Task instructions >>
In the entries below, how many lines hold the word "index"? Answer with the number only.

------------------------------------

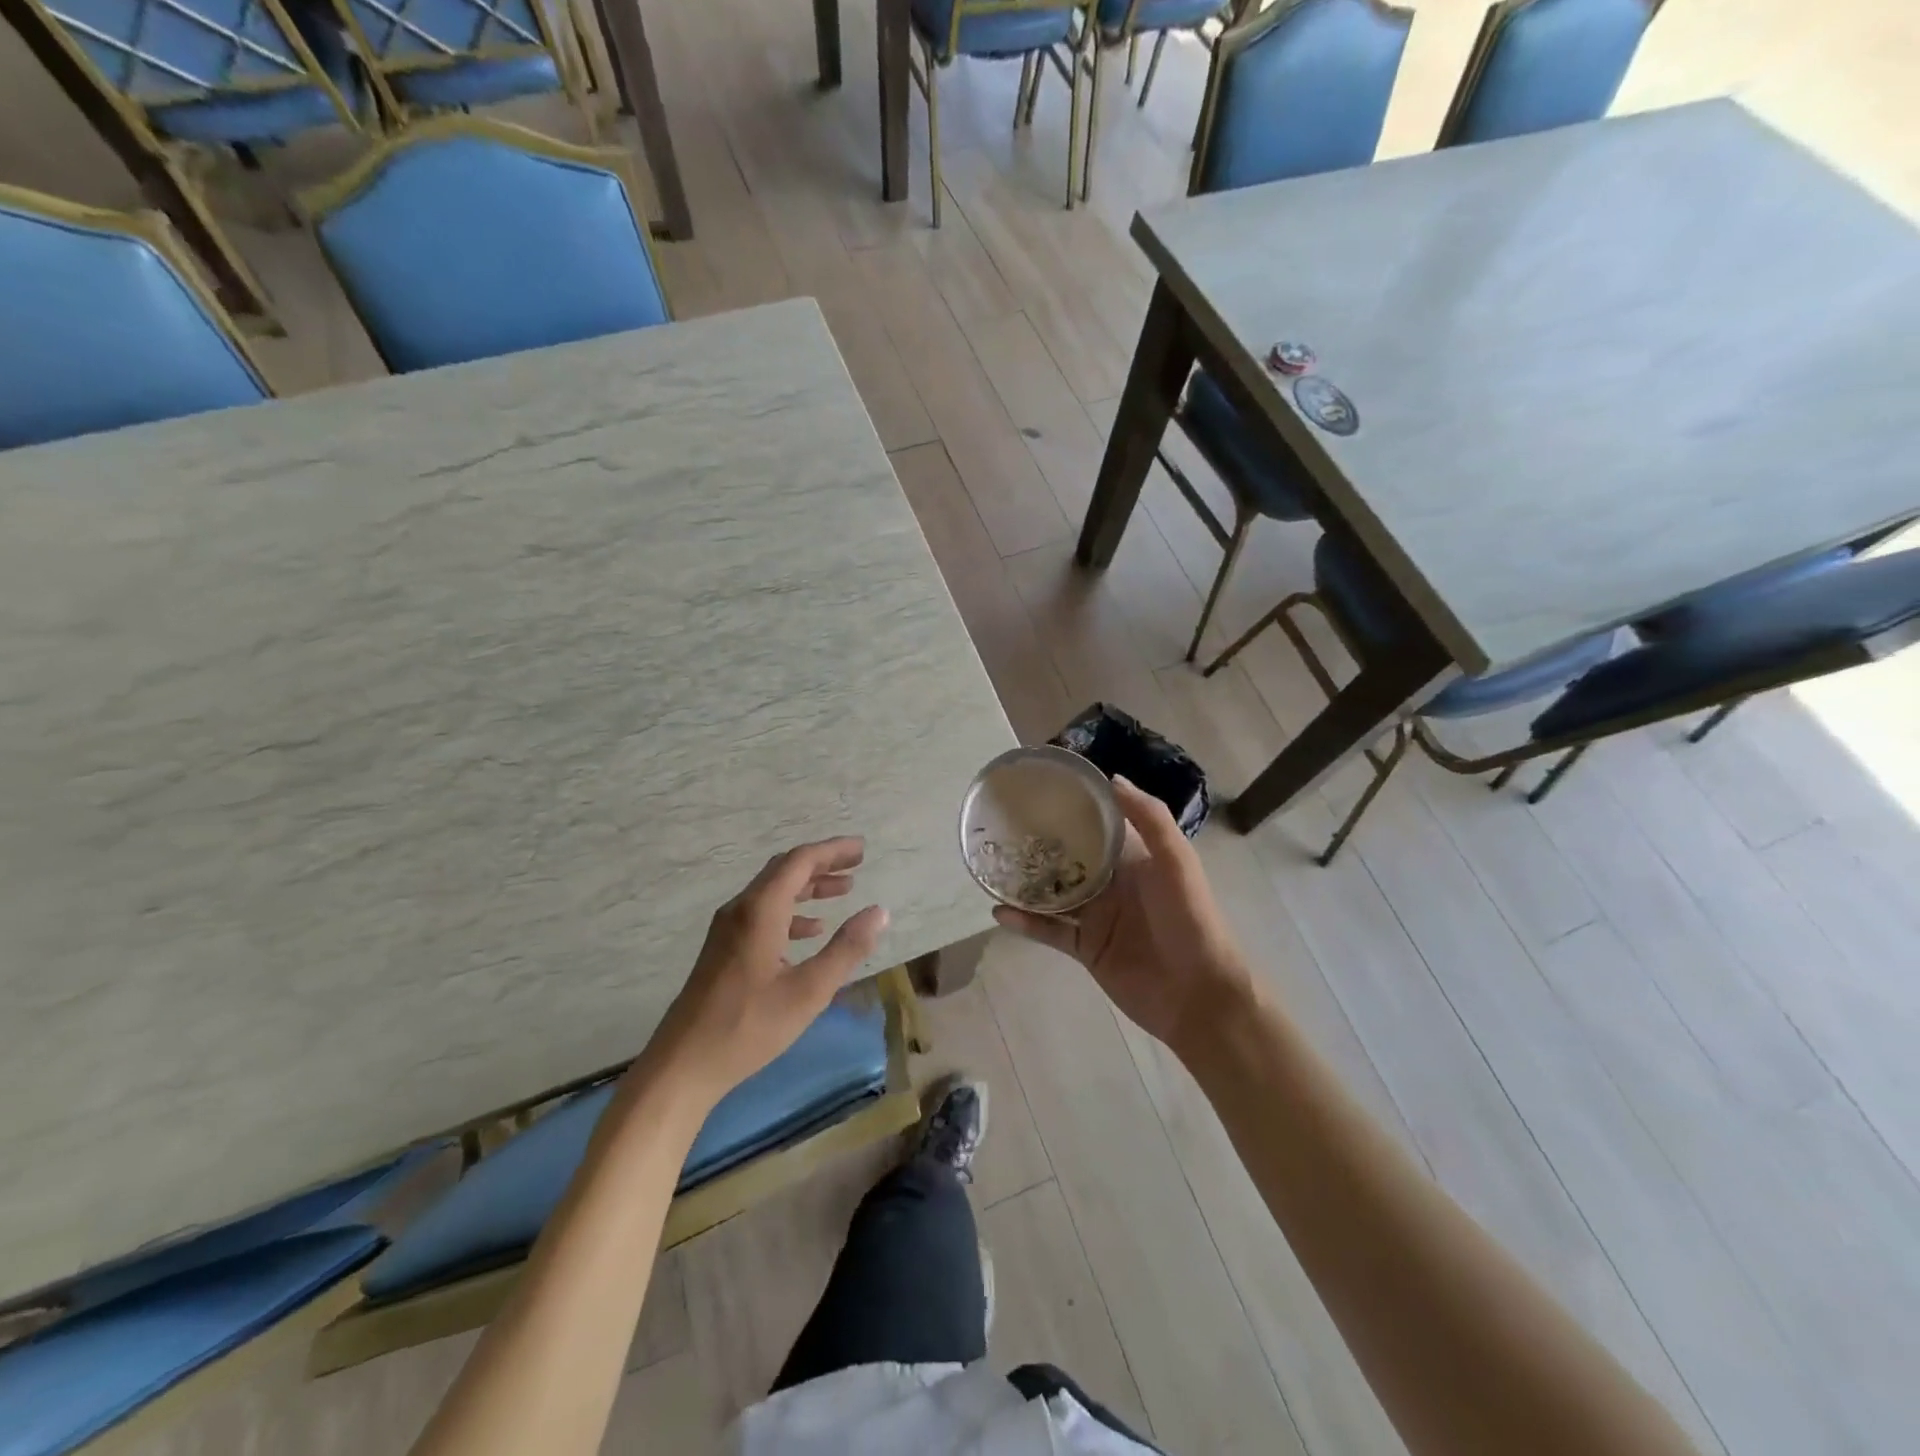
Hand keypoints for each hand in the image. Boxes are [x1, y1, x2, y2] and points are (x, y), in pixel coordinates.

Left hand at [648, 839, 887, 1111]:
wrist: (682, 1065)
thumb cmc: (749, 1026)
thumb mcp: (808, 991)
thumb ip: (846, 948)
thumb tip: (879, 911)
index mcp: (760, 910)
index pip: (800, 861)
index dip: (833, 851)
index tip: (861, 848)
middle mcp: (741, 910)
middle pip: (785, 870)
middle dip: (822, 864)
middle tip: (857, 865)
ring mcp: (728, 929)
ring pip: (773, 892)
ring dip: (808, 887)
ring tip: (843, 891)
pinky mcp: (723, 949)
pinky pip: (763, 913)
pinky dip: (792, 911)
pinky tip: (811, 931)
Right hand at [994, 778, 1250, 1051]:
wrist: (1198, 995)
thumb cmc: (1191, 920)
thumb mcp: (1177, 862)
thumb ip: (1149, 819)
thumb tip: (1112, 778)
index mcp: (1134, 858)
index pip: (1100, 825)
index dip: (1075, 807)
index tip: (1041, 788)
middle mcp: (1112, 883)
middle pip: (1069, 858)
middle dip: (1040, 844)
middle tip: (1001, 825)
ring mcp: (1096, 918)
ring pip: (1053, 894)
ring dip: (1026, 883)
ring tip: (991, 865)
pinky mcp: (1085, 949)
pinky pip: (1049, 932)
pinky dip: (1026, 923)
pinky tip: (999, 910)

------------------------------------

Written answer >>
8